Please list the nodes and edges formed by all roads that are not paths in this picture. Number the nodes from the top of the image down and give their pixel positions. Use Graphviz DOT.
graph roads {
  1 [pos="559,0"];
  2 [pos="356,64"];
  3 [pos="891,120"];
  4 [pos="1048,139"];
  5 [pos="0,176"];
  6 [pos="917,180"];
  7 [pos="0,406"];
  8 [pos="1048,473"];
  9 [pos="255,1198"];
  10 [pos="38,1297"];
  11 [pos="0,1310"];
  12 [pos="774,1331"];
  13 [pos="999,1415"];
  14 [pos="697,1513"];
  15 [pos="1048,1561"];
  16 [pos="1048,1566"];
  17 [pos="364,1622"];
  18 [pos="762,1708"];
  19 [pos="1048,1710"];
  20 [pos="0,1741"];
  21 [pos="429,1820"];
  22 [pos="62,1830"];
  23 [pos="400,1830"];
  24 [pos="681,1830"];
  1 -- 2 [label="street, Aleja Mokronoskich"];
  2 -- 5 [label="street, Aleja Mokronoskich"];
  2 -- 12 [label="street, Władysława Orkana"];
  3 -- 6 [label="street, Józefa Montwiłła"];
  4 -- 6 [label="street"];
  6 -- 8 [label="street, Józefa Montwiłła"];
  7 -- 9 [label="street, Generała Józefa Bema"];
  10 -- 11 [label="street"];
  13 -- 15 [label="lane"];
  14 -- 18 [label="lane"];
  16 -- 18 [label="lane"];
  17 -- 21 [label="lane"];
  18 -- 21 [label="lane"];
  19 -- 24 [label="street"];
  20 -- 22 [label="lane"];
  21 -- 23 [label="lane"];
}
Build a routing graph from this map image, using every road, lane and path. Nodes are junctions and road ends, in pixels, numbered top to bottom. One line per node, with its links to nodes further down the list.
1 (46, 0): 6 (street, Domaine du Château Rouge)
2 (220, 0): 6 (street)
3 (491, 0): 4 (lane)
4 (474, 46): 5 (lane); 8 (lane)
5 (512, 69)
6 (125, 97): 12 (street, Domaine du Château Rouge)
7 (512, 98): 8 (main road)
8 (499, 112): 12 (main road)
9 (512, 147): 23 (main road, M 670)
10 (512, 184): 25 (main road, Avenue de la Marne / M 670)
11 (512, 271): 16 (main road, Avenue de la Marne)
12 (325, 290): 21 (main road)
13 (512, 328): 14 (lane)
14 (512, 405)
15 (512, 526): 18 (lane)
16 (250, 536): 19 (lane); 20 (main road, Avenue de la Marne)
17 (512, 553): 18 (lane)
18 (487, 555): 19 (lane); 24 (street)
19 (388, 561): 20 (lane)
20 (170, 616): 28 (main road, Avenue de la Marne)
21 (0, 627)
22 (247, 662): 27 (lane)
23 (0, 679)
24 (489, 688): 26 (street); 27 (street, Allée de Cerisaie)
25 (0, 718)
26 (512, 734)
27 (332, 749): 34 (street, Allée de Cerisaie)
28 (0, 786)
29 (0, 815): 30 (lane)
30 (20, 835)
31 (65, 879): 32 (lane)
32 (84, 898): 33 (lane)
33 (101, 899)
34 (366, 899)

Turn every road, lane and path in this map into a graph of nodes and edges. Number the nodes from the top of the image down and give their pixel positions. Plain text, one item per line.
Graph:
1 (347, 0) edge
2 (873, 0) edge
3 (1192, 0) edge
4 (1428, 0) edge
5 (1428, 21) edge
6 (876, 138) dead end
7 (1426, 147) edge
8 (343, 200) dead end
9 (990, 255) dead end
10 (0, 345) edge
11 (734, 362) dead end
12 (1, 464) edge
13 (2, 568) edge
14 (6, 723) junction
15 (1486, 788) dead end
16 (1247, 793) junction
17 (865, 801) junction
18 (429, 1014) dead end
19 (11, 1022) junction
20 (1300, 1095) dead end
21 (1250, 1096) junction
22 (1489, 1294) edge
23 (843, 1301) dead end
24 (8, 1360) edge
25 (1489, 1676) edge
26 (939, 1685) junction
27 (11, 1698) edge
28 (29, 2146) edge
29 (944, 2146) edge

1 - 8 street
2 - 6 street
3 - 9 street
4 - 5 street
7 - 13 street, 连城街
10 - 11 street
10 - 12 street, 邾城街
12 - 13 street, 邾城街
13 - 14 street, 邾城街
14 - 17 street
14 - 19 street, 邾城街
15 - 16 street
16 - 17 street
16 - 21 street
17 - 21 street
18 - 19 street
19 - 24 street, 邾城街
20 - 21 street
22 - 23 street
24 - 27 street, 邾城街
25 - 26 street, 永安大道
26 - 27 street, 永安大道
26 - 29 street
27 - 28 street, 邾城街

[EXERCISE REQUIREMENTS]: Copy out each line of the listing that holds "Allée".

[OUTPUT OF THE TASK]:
24 (489, 688): 26 (street); 27 (street, Allée de Cerisaie)
27 (332, 749): 34 (street, Allée de Cerisaie)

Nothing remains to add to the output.